Abstract 242P
Background
Cyclin 4/6 inhibitors (CDKIs) are currently used in patients with hormone-dependent breast cancer as first-line treatment for metastatic disease. One of their less frequent but equally limiting adverse events is skin toxicity. The purpose of the study was to report the incidence of skin toxicity in patients with breast cancer treated with CDKIs in our center.
Methods
Between November 2017 and December 2022, information from patients affected with metastatic breast cancer (MBC) treated with CDKIs at Hospital del Mar was retrospectively collected. A descriptive statistical analysis was performed. Toxicity was classified using CTCAE v5.0.
Results
A total of 193 patients were included of whom 8.8% (17/193) presented some cutaneous reaction related to CDKIs. The median age at diagnosis of breast neoplasia was 53 years (range 40-84). Forty-seven percent (8/17 patients) had received Ribociclib while 53% had received Palbociclib. One patient required a change of CDKIs (from Ribociclib to Palbociclib) due to G2 skin reaction. The mean time between starting CDKIs and the appearance of the skin reaction was 10.8 months, with 64.7% (11/17) of the patients having a grade 2 reaction and 35.3% (6/17) having a grade 1 reaction. The most frequently observed skin lesions were cutaneous xerosis and prurigo lesions (4 patients), followed by eczema-like desquamative lesions (3 patients) and reactive or figured erythema (erythema multiforme [1], nonspecific erythematous plaques [3], granuloma annulare [1]). Other manifestations present in only one patient each were: morphea, bullous eruption, lichenoid eruption, hyperpigmentation and palmoplantar pustulosis. Five patients associated a second cutaneous manifestation: onychodystrophy (3), aphthosis (1) and palmoplantar keratoderma (1). Two of these patients presented a cutaneous reaction in relation to radiotherapy treatment, an effect known as radiation recall effect.
Conclusions
Although skin toxicity is not a very frequent reaction and in our series it did not lead to treatment discontinuation, it is necessary to monitor this toxicity and refer to dermatology when necessary in order not to discontinue the oncospecific treatment.
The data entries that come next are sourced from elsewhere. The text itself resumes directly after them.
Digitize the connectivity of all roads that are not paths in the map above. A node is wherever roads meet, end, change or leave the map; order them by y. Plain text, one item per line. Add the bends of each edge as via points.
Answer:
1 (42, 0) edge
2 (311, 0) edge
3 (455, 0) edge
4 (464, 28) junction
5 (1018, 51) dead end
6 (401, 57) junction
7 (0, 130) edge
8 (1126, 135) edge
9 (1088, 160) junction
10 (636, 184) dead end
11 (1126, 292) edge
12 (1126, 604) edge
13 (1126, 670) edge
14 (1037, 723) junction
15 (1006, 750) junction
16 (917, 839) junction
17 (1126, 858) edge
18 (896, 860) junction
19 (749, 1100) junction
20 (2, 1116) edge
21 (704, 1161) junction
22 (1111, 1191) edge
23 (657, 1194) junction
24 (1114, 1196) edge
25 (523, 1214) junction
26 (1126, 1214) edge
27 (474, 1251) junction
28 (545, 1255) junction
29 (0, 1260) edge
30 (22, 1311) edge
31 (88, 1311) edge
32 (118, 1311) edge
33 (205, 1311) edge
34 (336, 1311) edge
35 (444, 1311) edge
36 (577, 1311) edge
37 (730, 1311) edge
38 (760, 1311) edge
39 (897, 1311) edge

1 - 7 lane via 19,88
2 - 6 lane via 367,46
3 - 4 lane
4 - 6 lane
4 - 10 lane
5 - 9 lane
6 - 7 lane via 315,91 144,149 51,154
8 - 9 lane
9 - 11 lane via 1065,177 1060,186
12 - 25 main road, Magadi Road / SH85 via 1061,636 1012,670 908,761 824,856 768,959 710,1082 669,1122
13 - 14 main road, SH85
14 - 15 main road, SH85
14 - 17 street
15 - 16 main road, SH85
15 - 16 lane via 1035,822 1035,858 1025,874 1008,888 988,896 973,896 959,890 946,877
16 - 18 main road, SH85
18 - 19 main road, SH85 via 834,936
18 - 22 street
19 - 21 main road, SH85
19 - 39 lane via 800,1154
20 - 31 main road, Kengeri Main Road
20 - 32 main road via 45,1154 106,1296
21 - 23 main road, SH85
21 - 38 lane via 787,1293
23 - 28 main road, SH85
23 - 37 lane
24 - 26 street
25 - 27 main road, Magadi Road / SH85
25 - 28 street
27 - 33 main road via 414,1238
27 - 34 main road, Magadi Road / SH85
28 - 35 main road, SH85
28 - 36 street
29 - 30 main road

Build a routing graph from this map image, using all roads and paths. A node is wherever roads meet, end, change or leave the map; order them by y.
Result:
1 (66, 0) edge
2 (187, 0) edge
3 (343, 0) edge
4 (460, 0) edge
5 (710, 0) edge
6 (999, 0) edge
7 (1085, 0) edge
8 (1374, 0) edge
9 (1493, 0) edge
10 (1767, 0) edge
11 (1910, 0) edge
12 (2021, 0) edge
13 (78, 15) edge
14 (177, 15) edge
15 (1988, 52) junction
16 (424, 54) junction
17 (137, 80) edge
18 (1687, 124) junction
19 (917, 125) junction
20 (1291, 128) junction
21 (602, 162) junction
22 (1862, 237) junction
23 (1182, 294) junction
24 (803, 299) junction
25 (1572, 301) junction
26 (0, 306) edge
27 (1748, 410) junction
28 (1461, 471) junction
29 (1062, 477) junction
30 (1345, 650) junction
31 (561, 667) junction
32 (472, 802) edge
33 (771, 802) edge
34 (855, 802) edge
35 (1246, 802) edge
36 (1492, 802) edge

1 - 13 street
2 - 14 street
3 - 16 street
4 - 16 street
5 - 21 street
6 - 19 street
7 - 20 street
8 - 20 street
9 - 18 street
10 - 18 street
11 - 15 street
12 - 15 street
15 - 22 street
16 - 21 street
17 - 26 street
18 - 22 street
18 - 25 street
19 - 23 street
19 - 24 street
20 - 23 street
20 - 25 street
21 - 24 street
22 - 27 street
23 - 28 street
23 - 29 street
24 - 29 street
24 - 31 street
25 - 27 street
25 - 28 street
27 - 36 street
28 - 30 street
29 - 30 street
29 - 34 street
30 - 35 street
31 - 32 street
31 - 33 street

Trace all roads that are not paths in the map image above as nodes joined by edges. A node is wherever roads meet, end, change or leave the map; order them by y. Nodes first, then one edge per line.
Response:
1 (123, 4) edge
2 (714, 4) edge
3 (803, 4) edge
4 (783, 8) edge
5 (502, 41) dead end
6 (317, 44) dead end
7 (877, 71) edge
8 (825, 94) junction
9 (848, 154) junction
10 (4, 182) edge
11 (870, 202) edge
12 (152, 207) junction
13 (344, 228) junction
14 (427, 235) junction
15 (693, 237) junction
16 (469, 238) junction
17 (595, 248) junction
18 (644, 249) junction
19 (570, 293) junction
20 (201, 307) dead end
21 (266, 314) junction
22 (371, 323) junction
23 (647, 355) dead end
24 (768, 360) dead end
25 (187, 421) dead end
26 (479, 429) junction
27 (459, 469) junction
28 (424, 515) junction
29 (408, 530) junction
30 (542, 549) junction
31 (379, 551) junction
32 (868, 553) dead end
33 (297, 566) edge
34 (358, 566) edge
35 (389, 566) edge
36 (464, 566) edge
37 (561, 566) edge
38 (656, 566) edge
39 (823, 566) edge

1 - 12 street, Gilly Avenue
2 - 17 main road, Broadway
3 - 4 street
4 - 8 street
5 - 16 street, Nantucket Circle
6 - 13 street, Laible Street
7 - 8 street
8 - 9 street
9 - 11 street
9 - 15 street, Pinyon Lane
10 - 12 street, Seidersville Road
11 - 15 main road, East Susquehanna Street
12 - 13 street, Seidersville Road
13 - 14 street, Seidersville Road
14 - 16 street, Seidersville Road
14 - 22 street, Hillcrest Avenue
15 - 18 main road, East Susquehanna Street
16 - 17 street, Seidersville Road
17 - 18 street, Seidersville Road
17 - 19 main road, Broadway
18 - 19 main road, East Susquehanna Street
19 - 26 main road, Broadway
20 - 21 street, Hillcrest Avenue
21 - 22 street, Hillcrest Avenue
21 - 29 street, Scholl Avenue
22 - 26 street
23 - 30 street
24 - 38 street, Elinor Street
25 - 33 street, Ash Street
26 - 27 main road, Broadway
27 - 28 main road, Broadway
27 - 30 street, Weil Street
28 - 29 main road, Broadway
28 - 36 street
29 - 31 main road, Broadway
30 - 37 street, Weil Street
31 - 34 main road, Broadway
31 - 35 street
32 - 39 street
Legal entity responsible for the study
The authors.
Funding
Has not received any funding.
Disclosure
L.M. Masfarre Pinto: Non-Financial Interests, Institutional, Speaker’s Bureau: AstraZeneka; Non-Financial Interests, Institutional, Other, Travel expenses: MSD. N. Navarro Gorro: Non-Financial Interests, Institutional, Invited Speaker, Travel expenses: AstraZeneka, Kyowa Kirin; Non-Financial Interests, Institutional, Other, Travel expenses: MSD. J. Recuero: Non-Financial Interests, Institutional, Other, Travel expenses: Lilly. T. Martos Cardenas: Non-Financial Interests, Institutional, Other, Travel expenses: Pfizer. M. Martinez Garcia: Non-Financial Interests, Institutional, Other, Travel expenses: Roche, Pfizer; Non-Financial Interests, Institutional, Advisory Board: Roche, Celgene, Seagen, Boehringer, Pierre Fabre. M. Castro-Henriques Pinto-Machado: Non-Financial Interests, Institutional, Other, Travel expenses: Pfizer. N. Rodriguez de Dios: Non-Financial Interests, Institutional, Advisory Board: AstraZeneca; Non-Financial Interests, Institutional, Speaker’s Bureau: AstraZeneca, Siemens Healthineers. S. Servitja Tormo: Non-Financial Interests, Institutional, Speaker’s Bureau: Daiichi Sankyo, AstraZeneca, Roche, Novartis; Non-Financial Interests, Institutional, Advisory Board: Seagen , Genomic Health, MSD. All other authors have declared no conflicts of interest.